The task
Among the records below, find the lines containing "change" and state only how many there are.

The input
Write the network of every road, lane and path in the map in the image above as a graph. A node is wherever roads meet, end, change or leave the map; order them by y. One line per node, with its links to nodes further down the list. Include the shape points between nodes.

* * *

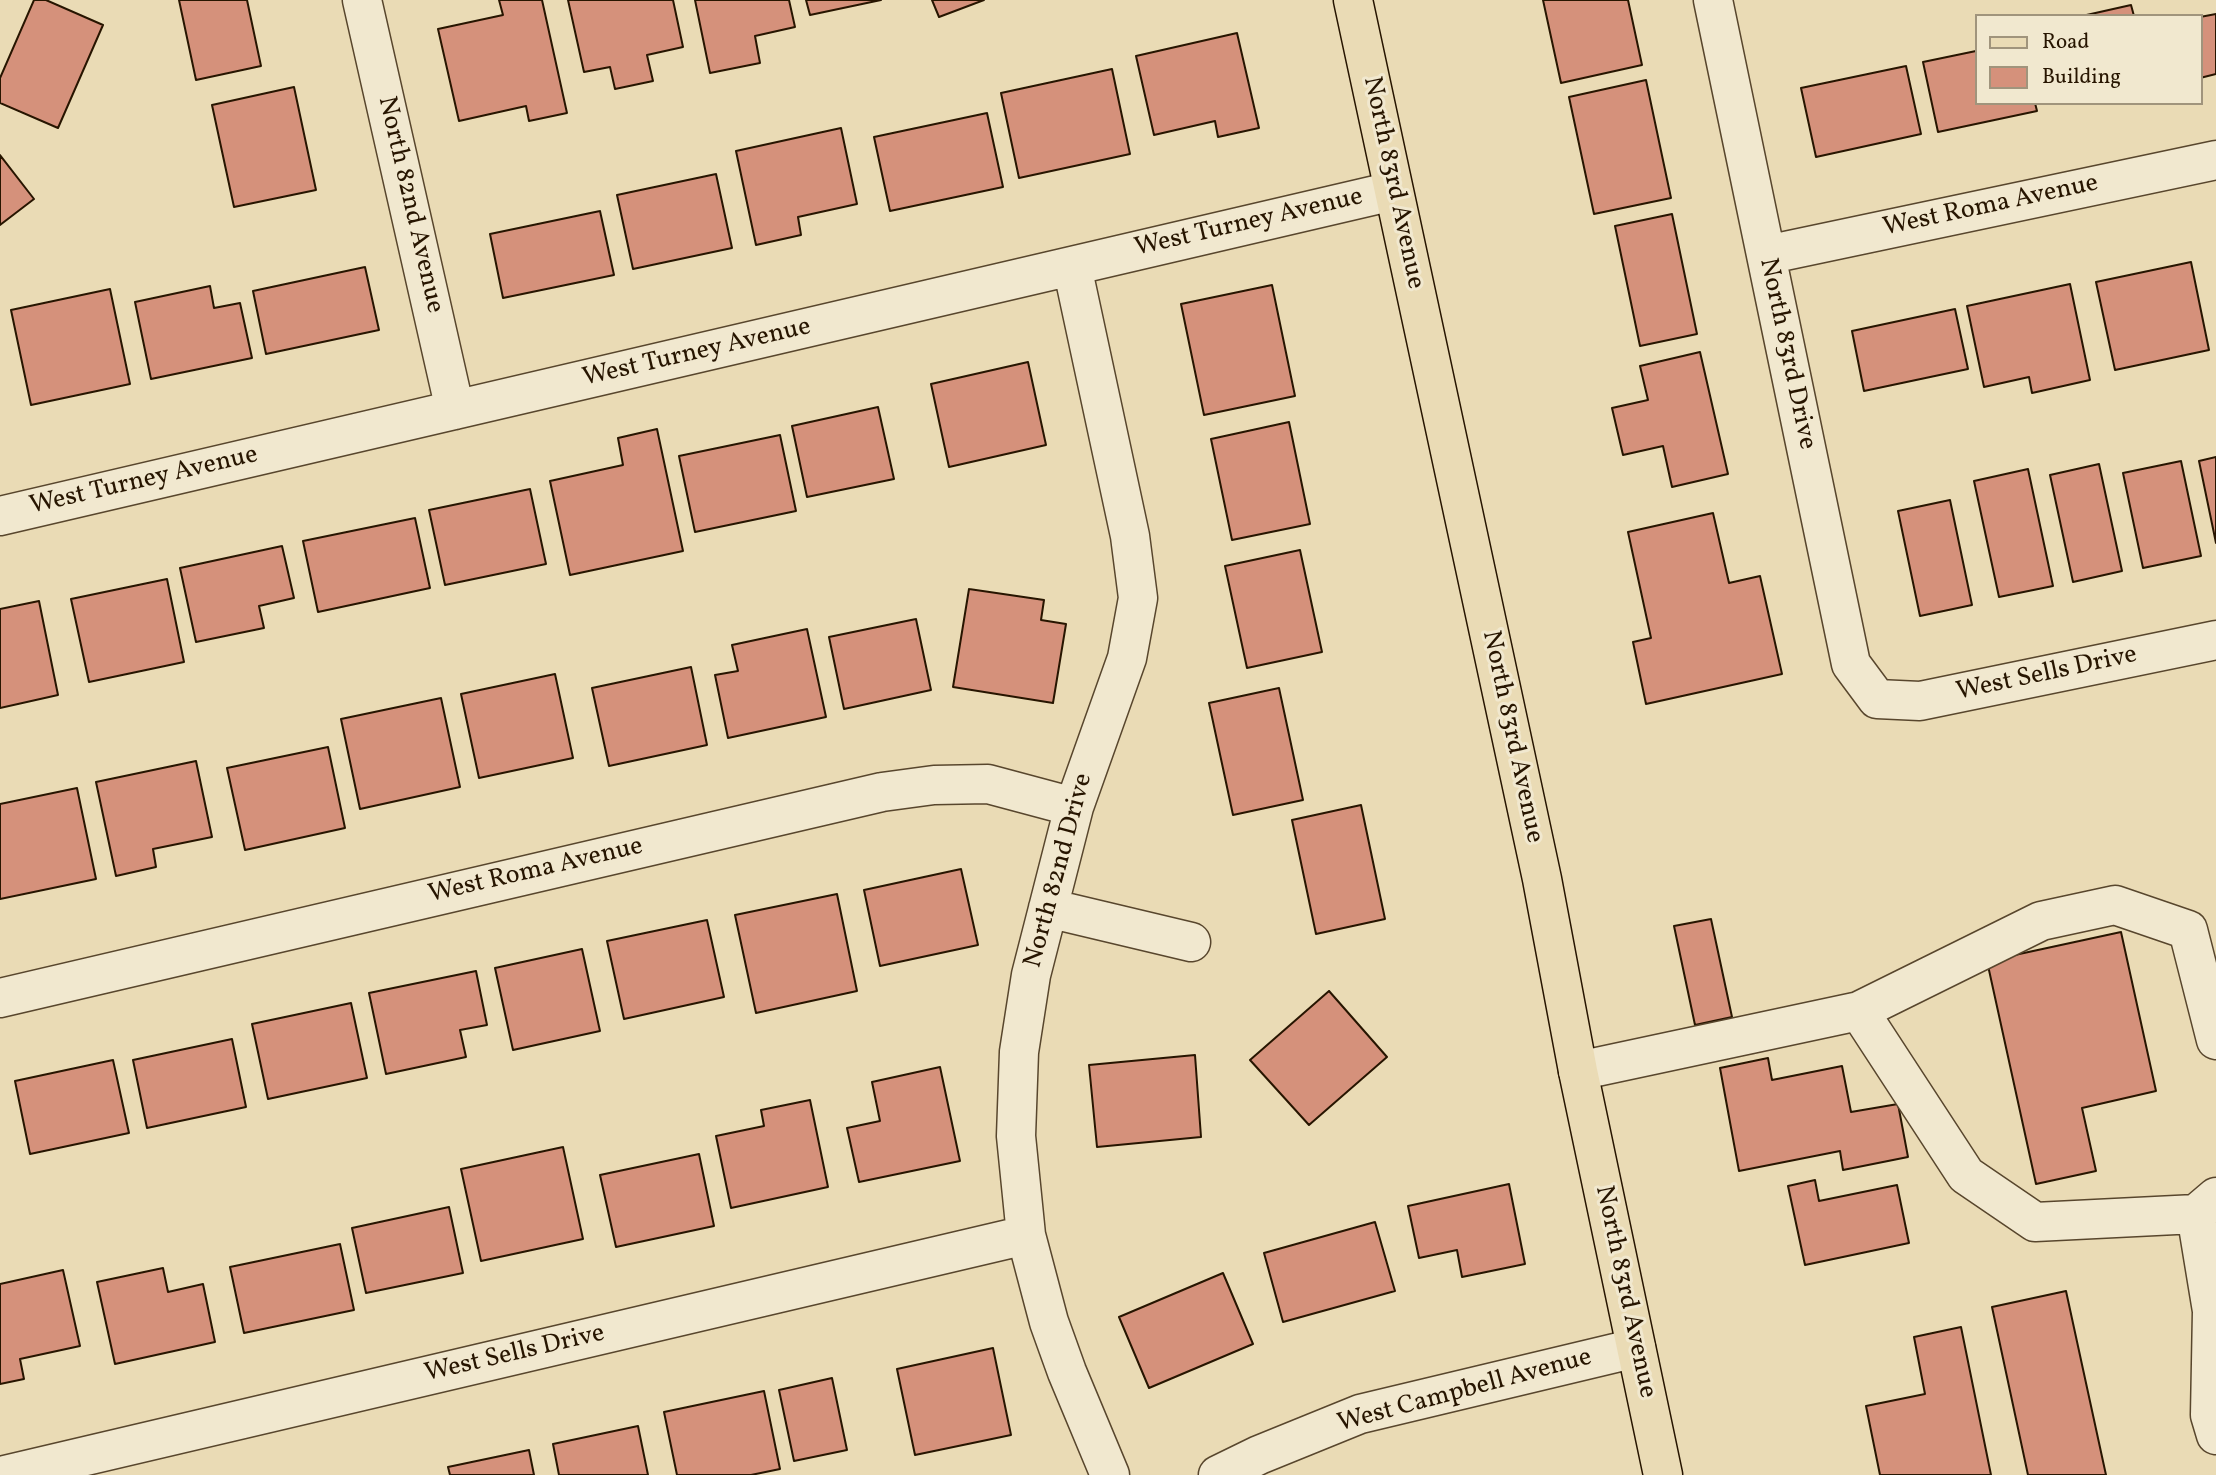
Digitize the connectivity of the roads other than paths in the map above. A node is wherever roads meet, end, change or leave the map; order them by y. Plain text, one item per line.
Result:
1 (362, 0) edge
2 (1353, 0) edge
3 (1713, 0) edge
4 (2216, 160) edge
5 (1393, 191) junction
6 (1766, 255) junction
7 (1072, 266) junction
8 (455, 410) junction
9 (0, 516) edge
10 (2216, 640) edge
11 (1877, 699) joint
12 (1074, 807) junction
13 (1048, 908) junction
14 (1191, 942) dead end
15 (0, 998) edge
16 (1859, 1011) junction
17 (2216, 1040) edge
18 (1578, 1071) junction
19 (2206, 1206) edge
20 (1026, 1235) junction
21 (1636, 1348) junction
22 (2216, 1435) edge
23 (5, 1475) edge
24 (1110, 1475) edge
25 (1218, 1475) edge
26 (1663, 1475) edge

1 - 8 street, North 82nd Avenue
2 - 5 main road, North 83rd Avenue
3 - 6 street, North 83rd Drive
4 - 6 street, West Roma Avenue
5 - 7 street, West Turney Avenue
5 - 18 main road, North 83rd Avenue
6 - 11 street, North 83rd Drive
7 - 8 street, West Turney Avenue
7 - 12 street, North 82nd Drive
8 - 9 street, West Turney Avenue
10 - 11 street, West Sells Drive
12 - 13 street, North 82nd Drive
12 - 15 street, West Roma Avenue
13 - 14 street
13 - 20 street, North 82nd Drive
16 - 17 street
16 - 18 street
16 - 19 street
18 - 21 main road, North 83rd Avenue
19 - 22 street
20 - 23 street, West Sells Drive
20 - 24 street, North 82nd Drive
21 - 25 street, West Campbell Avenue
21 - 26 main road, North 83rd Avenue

* * *

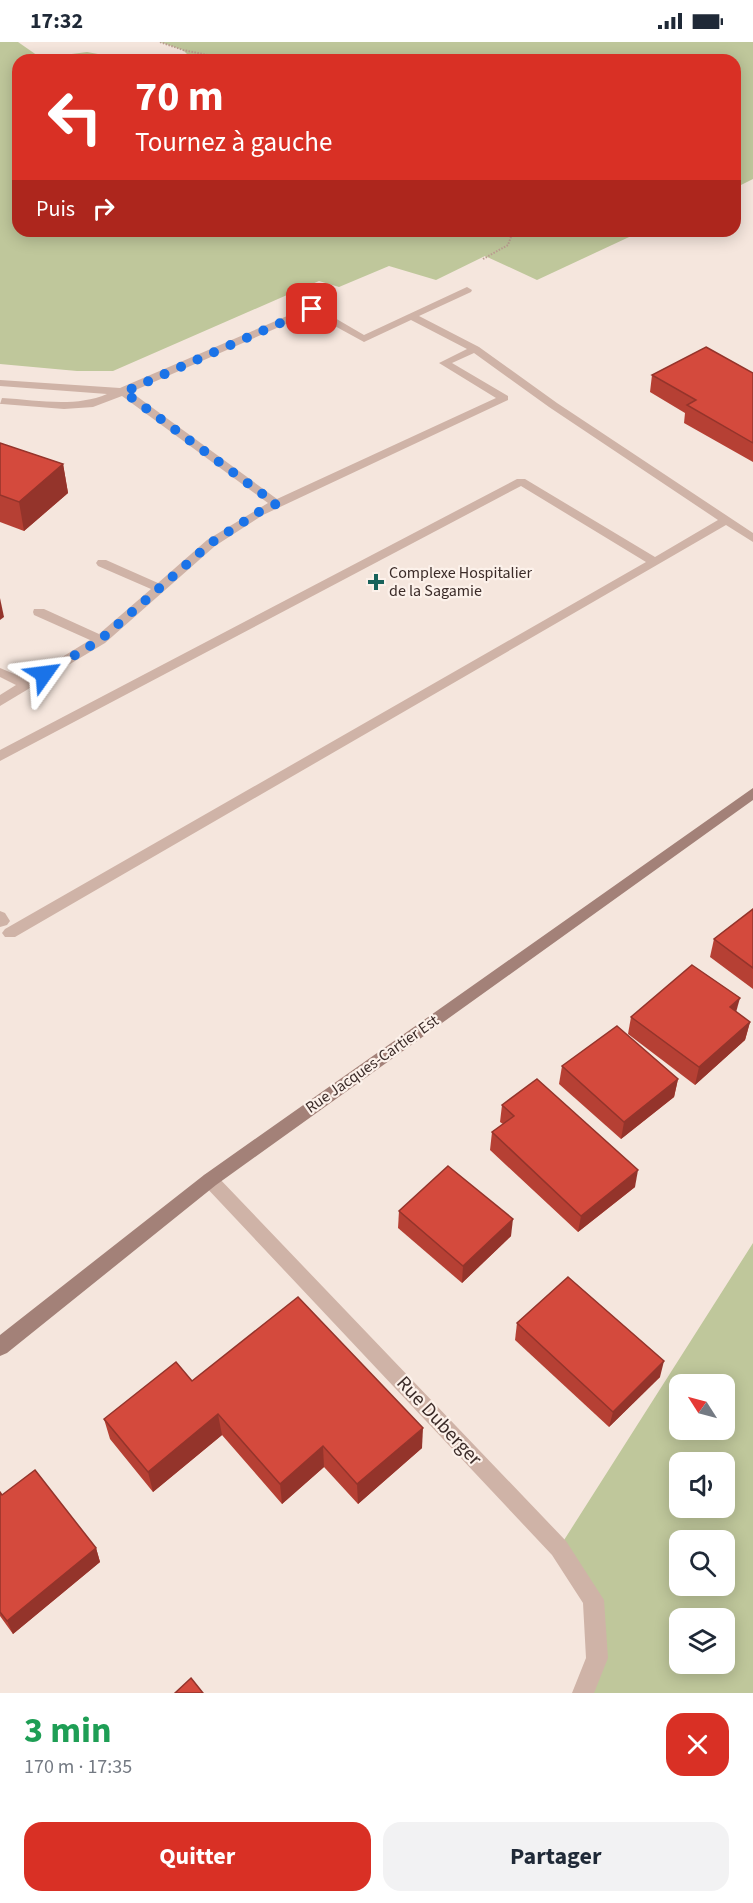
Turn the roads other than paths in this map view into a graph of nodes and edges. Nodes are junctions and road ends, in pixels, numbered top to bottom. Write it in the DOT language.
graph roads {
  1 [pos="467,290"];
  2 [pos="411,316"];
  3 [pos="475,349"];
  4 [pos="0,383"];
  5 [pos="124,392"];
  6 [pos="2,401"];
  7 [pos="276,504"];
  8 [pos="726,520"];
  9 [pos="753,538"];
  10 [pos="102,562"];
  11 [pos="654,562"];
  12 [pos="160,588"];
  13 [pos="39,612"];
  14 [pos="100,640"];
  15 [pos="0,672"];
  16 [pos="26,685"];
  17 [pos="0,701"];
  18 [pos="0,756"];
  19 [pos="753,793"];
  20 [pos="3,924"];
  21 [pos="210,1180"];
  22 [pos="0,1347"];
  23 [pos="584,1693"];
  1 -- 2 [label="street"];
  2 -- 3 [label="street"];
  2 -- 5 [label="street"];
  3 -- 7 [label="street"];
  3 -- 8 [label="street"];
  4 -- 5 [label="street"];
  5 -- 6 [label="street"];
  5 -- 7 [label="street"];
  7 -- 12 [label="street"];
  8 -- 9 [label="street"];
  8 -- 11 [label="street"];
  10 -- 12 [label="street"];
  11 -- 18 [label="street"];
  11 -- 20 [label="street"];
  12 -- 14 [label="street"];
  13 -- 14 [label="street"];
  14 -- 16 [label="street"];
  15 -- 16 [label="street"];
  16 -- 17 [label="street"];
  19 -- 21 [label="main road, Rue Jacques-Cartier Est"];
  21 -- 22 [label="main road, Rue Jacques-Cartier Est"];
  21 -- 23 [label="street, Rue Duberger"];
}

Expected answer
2